- _Problem requirements_: When you write out the listing, keep each word exactly as it stands but include none of its images.

- _Given records_:
*** Block opens ***

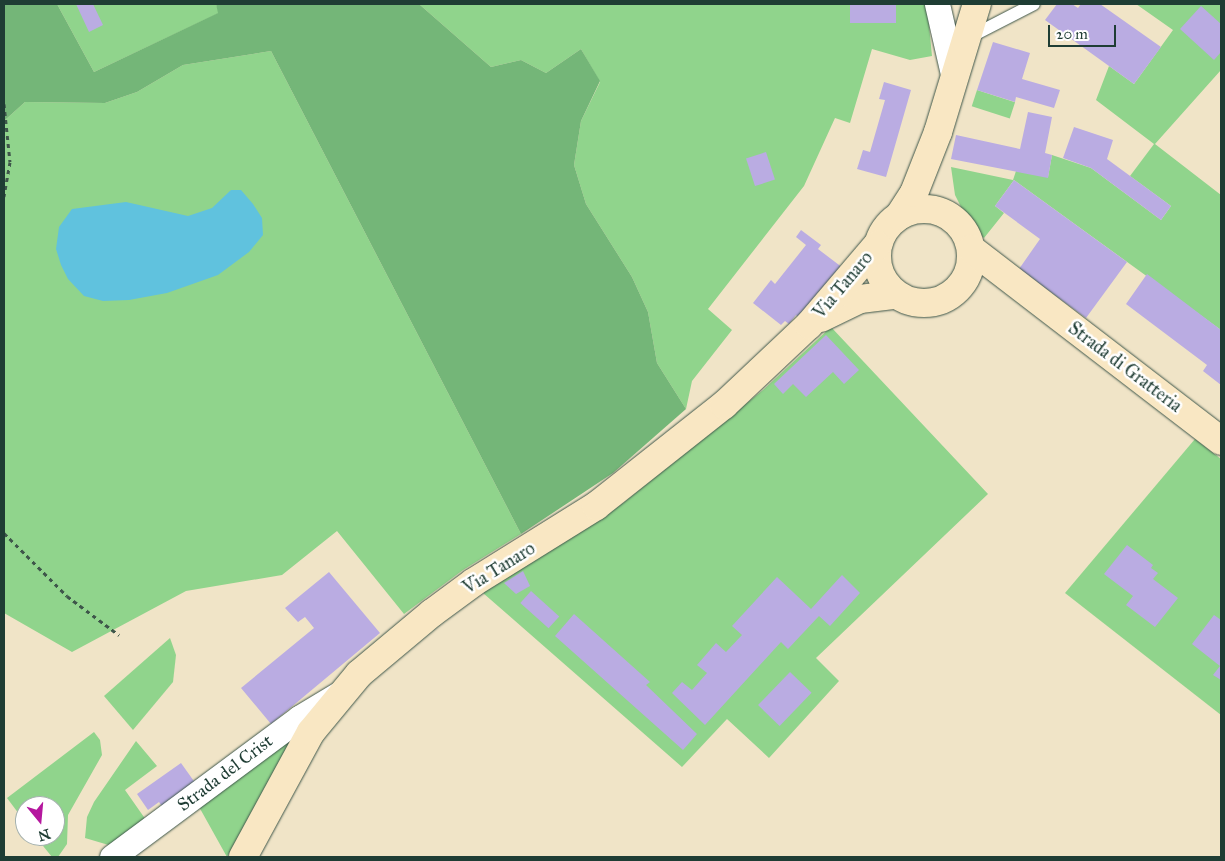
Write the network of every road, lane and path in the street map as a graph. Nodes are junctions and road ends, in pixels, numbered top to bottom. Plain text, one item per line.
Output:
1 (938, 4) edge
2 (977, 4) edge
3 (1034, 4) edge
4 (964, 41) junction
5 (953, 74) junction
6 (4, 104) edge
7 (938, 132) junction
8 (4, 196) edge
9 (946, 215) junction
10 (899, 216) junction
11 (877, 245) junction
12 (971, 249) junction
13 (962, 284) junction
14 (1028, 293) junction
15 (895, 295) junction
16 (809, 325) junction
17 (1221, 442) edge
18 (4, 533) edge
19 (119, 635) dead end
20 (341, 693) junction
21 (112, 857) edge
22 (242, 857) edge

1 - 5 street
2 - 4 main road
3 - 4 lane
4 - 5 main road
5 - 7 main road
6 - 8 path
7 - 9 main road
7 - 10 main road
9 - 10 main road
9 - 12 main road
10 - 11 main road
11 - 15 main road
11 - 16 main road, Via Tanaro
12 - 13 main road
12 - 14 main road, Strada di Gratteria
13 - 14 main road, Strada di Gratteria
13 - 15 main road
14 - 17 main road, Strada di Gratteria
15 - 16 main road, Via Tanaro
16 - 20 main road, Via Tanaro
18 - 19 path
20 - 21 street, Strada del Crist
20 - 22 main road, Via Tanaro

*** Block closes ***

- _Written solution_:
Write the network of every road, lane and path in the street map as a graph. Nodes are junctions and road ends, in pixels, numbered top to bottom. Plain text, one item per line.
Output:
1 (938, 4) edge
2 (977, 4) edge
3 (1034, 4) edge
4 (964, 41) junction
5 (953, 74) junction
6 (4, 104) edge
7 (938, 132) junction
8 (4, 196) edge
9 (946, 215) junction
10 (899, 216) junction
11 (877, 245) junction
12 (971, 249) junction
13 (962, 284) junction
14 (1028, 293) junction
15 (895, 295) junction
16 (809, 325) junction
17 (1221, 442) edge
18 (4, 533) edge
19 (119, 635) dead end
20 (341, 693) junction
21 (112, 857) edge
22 (242, 857) edge

1 - 5 street
2 - 4 main road
3 - 4 lane
4 - 5 main road
5 - 7 main road
6 - 8 path
7 - 9 main road
7 - 10 main road
9 - 10 main road
9 - 12 main road
10 - 11 main road
11 - 15 main road
11 - 16 main road, Via Tanaro
12 - 13 main road
12 - 14 main road, Strada di Gratteria
13 - 14 main road, Strada di Gratteria
13 - 15 main road
14 - 17 main road, Strada di Gratteria
15 - 16 main road, Via Tanaro
16 - 20 main road, Via Tanaro
18 - 19 path
20 - 21 street, Strada del Crist
20 - 22 main road, Via Tanaro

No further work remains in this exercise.